Несмотря на позднюю ночь, Маринова и Новоженова Шукшин застал за работой. Один вычерпывал банкой воду, заливавшую землянку, а второй делал настил из сосновых веток.
— С самого утра авралим! — зло проговорил Маринов, с трудом разгибая спину и держась за поясницу. — По колено воды было… В декабре такой дождь! Хоть пожарную помпу ставь.
— Завтра
Новоженов и Маринов сели рядом с командиром. — Может, покушаете, Константин Дмитриевич? — спросил Петр.
— Нет, не хочу.
— А то мы тут телкой разжились…
— Какой телкой? — Шукшин косо, настороженно взглянул на Новоженова.
— Немцы гнали стадо, а телка отбилась. Я ее тут, в лесу, поймал. У крестьян не возьмем. Разве я не понимаю?
— Смотри, Петр! Читал, что гитлеровцы о нас в газетах пишут? Пугают население русскими бандитами.
— Надо предупредить ребят, Константин Дмитриевич, чтобы они не связывались с «черными», — сказал Маринов, отжимая брюки. — Я считаю, что расправа с бельгийскими предателями — это дело самих бельгийцев.
— А ежели они в гестапо работают, я тоже должен их обходить? — недовольно проговорил Новоженов. — Он в меня из пистолета, а я перед ним кланяйся? С добрым утром, герр фашист… Так? Так, Константин Дмитриевич?
Шукшин, раздумывая, снимал с губ крошки табака.
— Тут дело политическое, Петр, можно дров наломать. Черт ее знает, как тут сложится после войны. Еще скажут, что вмешивались в их внутренние дела. Нет! Без особой нужды ввязываться не надо. — Шукшин повернулся к Маринову, спросил — Радио слушал, какие новости?
— Новости отличные, Константин Дмитриевич. Красная Армия наступает на фронте от Гомеля до Днепропетровска. Битва за Днепр выиграна, это ясно. Вчера освободили Черкассы и Александрию… Расчеты немцев задержать наступление наших войск на Днепре провалились!
— Да, наступление идет безостановочно, — раздумчиво проговорил Шукшин. — По всему видно, что враг надломлен, что у него уже нет сил изменить положение на фронте.
— Безусловно! — горячо сказал Маринов. — Безусловно! Но сопротивляется он бешено.
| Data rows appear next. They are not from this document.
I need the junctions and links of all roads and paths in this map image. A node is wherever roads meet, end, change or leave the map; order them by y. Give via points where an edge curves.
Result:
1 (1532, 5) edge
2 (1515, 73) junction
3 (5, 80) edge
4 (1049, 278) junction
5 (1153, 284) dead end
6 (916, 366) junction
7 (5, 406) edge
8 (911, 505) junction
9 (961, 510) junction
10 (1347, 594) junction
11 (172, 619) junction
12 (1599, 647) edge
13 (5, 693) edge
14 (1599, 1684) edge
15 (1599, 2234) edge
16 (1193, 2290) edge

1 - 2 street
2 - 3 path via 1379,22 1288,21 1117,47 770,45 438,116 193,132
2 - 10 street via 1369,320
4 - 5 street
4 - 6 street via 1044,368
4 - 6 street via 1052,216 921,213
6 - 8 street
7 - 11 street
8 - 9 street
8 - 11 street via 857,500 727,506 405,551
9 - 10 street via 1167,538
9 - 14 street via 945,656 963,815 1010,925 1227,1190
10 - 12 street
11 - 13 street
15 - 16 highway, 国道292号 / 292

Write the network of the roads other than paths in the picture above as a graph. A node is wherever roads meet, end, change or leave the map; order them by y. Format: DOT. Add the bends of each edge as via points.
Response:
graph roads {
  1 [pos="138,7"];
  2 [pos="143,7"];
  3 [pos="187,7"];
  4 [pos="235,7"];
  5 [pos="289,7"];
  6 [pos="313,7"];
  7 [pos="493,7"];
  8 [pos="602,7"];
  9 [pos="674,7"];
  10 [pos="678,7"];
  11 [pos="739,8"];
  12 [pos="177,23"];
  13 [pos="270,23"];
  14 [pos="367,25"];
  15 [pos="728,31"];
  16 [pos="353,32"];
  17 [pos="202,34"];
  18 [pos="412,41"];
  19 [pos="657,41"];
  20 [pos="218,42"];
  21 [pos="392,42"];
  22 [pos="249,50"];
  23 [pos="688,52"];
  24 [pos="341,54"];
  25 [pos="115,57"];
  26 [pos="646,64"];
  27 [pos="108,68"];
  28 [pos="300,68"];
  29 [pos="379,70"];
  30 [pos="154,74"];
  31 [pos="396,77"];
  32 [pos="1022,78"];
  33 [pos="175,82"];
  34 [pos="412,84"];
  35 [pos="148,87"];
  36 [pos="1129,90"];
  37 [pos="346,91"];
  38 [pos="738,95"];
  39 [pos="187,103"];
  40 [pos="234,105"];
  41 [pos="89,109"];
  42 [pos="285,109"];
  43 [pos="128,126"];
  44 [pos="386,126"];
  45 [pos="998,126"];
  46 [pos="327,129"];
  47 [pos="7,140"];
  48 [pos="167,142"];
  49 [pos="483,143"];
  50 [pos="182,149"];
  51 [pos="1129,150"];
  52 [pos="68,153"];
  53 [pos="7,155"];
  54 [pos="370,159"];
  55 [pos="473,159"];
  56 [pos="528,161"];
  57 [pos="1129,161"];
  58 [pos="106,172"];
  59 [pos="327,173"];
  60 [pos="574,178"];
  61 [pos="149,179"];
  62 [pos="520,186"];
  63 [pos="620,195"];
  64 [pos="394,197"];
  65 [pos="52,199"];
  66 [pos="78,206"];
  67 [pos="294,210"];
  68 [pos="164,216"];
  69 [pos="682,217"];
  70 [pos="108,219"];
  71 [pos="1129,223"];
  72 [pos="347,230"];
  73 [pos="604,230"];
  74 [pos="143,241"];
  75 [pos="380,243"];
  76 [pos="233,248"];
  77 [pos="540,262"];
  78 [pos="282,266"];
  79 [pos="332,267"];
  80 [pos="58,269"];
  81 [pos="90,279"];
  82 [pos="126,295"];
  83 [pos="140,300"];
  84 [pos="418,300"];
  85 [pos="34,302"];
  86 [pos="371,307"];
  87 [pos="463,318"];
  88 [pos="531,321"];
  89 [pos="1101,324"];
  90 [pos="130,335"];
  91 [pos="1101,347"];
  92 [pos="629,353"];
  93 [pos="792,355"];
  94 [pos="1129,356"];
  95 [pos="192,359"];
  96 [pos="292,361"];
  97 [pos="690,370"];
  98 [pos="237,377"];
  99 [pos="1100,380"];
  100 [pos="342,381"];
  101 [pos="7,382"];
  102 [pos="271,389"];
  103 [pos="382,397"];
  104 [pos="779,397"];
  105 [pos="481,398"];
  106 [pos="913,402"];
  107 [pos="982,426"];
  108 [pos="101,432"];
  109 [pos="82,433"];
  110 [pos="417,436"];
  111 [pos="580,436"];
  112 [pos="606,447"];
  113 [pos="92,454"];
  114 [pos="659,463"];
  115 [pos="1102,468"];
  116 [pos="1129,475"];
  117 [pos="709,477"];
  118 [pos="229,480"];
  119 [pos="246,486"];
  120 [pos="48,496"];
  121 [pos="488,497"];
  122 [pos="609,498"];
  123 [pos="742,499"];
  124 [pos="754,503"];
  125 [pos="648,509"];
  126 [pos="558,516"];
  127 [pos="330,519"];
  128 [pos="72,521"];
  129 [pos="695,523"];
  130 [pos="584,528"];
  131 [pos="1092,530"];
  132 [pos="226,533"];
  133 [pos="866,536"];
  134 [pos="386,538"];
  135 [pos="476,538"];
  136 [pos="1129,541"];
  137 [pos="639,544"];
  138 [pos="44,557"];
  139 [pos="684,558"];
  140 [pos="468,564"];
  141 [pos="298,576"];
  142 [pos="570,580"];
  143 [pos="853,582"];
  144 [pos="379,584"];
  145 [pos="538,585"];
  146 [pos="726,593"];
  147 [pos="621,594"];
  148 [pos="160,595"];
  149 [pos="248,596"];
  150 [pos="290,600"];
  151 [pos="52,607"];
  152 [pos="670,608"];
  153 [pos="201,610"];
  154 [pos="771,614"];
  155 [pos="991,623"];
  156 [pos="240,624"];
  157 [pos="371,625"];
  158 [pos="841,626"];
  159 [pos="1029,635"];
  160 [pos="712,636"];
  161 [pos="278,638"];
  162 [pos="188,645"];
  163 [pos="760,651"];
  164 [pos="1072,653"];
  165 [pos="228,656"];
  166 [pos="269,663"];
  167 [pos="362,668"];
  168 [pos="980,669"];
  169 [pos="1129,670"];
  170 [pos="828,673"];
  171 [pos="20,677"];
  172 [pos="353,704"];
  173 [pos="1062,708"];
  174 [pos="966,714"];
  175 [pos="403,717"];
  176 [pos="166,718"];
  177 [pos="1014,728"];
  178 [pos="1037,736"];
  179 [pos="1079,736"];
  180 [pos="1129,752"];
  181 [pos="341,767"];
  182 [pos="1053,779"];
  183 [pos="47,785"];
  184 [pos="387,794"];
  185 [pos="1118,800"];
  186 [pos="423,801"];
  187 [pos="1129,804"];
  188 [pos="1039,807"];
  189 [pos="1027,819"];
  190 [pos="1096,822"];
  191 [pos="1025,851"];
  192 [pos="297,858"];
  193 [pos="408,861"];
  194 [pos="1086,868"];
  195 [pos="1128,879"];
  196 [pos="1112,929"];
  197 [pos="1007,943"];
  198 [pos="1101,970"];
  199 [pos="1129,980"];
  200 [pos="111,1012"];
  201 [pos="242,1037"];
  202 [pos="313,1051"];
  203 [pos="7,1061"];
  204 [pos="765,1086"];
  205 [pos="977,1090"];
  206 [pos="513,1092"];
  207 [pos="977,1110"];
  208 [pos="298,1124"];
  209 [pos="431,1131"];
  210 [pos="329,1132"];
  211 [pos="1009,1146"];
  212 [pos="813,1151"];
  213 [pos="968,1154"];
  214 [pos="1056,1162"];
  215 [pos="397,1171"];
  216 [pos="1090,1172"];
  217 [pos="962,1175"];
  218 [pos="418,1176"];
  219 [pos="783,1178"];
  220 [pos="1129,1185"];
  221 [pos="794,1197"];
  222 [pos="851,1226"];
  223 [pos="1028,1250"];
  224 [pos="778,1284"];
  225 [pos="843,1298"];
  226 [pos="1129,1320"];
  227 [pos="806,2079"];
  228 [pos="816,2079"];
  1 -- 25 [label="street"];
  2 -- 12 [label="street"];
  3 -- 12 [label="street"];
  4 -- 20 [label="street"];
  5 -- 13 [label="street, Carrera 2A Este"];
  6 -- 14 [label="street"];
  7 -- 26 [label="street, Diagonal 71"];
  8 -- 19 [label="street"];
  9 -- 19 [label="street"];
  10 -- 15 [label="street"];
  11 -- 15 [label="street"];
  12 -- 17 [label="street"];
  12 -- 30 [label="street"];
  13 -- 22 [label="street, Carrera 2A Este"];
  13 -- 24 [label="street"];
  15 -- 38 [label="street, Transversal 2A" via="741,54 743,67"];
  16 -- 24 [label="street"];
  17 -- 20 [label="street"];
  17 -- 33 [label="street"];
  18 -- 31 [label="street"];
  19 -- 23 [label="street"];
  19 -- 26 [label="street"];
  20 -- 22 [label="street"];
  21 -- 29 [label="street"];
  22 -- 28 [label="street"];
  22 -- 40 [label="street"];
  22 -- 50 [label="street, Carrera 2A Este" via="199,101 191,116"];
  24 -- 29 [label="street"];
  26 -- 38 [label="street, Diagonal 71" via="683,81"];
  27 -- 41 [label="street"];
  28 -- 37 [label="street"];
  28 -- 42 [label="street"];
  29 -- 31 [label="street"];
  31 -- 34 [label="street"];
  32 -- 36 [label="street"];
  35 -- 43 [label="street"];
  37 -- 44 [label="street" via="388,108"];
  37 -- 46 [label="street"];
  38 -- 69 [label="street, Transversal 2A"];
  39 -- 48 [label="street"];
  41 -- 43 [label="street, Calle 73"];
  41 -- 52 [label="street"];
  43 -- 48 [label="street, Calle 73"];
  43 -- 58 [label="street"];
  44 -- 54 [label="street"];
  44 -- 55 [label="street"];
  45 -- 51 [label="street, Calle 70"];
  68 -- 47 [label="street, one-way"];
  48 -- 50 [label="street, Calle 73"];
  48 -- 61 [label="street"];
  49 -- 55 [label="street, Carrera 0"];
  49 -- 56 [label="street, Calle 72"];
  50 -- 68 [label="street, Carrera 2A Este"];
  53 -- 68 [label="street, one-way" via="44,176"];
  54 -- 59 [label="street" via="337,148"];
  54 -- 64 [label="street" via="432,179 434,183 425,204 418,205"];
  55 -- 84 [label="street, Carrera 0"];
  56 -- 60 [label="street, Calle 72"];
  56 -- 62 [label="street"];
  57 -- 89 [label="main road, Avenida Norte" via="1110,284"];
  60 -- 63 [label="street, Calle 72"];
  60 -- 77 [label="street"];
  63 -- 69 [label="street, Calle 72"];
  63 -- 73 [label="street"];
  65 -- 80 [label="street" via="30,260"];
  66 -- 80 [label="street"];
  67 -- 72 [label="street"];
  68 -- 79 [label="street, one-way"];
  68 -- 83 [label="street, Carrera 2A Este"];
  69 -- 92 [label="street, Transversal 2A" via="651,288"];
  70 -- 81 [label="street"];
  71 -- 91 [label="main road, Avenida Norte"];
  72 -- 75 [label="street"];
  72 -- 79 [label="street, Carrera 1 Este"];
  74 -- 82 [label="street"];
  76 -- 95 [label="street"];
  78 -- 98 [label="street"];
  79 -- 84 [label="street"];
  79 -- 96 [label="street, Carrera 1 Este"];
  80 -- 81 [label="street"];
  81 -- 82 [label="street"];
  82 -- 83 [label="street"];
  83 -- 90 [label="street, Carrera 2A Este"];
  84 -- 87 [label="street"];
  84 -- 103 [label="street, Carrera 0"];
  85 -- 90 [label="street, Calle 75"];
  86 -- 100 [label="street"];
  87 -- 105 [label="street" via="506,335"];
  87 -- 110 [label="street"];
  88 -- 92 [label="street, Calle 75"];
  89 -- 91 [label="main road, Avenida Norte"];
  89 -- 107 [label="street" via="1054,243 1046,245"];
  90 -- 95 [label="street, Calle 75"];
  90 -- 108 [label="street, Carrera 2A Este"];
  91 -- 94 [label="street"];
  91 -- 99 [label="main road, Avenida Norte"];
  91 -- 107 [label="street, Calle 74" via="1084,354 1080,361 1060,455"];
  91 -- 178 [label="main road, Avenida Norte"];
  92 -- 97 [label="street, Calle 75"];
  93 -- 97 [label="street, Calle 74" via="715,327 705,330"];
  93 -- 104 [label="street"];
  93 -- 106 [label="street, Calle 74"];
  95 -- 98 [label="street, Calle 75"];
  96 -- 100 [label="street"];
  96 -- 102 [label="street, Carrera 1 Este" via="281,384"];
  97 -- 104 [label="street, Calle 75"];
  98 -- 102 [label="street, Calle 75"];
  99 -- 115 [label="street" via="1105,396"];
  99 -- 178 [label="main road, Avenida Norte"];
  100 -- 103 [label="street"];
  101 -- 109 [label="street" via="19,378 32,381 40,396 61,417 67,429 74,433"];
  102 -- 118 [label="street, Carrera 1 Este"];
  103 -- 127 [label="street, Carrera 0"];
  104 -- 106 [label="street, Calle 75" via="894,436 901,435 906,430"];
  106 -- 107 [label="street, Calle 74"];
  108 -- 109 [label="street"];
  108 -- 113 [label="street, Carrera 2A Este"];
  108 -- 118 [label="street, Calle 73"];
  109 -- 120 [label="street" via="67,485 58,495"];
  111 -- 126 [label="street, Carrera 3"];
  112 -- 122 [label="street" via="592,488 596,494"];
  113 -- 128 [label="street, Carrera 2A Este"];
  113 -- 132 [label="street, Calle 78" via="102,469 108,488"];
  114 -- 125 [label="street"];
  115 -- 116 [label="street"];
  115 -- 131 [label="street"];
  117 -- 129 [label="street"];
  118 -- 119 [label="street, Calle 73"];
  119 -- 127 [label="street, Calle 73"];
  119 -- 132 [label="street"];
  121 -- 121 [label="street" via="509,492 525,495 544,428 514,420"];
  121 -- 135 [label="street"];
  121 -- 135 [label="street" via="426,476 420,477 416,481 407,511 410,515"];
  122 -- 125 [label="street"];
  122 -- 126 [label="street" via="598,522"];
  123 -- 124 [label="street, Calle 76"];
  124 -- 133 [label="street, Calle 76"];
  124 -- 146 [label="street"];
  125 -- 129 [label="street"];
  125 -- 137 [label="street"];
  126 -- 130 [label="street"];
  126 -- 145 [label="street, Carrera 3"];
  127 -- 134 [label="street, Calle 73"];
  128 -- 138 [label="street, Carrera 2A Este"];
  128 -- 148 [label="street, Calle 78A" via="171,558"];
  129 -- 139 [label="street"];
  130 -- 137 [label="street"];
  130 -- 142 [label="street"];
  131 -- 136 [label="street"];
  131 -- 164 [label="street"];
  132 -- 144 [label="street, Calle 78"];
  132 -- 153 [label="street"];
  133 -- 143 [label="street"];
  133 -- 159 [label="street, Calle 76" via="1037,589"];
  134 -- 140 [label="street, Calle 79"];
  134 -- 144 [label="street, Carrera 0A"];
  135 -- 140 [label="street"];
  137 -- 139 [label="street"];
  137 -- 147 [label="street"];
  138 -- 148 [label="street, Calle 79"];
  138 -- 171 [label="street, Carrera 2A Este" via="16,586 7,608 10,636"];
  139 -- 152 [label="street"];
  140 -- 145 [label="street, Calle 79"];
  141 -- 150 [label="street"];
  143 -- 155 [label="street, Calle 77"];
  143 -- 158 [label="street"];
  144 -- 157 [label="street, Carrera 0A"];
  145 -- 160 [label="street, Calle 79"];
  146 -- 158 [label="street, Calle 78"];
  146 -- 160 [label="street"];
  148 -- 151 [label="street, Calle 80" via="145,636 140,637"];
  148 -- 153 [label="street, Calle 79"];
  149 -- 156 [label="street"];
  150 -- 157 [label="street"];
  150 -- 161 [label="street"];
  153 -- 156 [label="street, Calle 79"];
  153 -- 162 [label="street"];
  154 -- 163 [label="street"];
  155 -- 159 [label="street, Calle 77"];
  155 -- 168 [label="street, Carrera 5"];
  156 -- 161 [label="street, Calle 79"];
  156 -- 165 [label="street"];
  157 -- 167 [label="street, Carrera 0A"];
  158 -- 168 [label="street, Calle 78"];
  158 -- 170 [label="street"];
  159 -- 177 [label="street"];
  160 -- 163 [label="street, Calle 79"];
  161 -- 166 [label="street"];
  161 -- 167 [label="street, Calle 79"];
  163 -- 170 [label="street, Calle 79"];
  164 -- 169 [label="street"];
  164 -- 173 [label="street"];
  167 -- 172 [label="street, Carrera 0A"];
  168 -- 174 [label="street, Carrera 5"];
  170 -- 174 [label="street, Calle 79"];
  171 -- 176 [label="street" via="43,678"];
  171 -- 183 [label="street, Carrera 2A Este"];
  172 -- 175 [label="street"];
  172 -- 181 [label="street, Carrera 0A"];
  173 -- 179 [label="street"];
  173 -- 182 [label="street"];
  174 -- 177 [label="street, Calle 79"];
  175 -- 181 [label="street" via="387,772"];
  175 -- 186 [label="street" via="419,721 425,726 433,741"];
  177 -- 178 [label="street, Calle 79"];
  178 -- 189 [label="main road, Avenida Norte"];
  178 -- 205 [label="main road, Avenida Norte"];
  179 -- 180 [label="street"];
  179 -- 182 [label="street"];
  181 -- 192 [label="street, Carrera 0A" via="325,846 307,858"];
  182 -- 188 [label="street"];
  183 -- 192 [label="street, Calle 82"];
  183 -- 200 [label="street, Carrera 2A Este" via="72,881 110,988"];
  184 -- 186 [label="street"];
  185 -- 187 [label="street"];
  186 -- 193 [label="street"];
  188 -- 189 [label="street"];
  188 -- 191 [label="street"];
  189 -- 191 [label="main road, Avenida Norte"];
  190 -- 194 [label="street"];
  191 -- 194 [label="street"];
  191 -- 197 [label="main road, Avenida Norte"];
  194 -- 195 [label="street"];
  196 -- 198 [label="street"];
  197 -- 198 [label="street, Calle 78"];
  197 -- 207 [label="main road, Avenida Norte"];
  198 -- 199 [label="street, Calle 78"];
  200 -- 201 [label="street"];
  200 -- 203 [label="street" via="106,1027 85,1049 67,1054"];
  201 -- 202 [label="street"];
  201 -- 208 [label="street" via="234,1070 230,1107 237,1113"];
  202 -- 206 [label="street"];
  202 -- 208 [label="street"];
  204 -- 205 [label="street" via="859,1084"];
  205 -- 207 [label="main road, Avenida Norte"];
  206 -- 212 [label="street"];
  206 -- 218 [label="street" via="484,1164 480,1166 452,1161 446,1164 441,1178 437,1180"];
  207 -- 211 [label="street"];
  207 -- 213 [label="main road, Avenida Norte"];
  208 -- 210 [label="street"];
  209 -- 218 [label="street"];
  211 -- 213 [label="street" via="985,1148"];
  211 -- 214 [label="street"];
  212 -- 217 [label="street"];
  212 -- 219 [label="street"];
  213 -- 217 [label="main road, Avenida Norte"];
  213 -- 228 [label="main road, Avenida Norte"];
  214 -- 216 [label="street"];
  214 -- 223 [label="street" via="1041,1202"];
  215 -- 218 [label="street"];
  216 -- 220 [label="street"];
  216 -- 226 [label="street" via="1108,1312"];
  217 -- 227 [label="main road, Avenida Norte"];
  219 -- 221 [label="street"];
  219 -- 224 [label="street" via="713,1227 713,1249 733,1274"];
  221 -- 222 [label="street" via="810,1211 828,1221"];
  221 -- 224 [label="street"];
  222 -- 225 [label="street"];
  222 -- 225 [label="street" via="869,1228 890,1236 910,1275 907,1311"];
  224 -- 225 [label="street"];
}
Много крови еще прольется… А второго фронта так и нет!
— Черчилль — он Черчилль и есть. «Друг» известный! — вставил Новоженов. — Империалистам нашей крови не жалко…
— Что верно, то верно! — отозвался Маринов. — Хотят на чужой шее в рай въехать… Вы деритесь, истекайте кровью, а мы придем на готовое и вам и немцам свою волю продиктуем… Сволочи!
— Как бы они с этими расчетами на мель не сели, — зло усмехнулся Шукшин. — Они нашей сущности не понимают. Разве Красная Армия слабее стала за два года войны? В десять раз сильнее! — Шукшин придвинулся поближе к коптилке, посмотрел на часы. — Четвертый час… Где же Трефилов с Чаловым? — Помолчав, он обратился к Маринову: — Завтра пойдем с тобой, Григорий Федорович, по взводам. Надо поговорить с людьми, разъяснить обстановку. Партийно — политическая работа в этих условиях особенно необходима. Много всяких вопросов… Я решил назначить Трефилова комиссаром отряда. Парень он политически подготовленный, в Особом отделе работал, и народ его любит.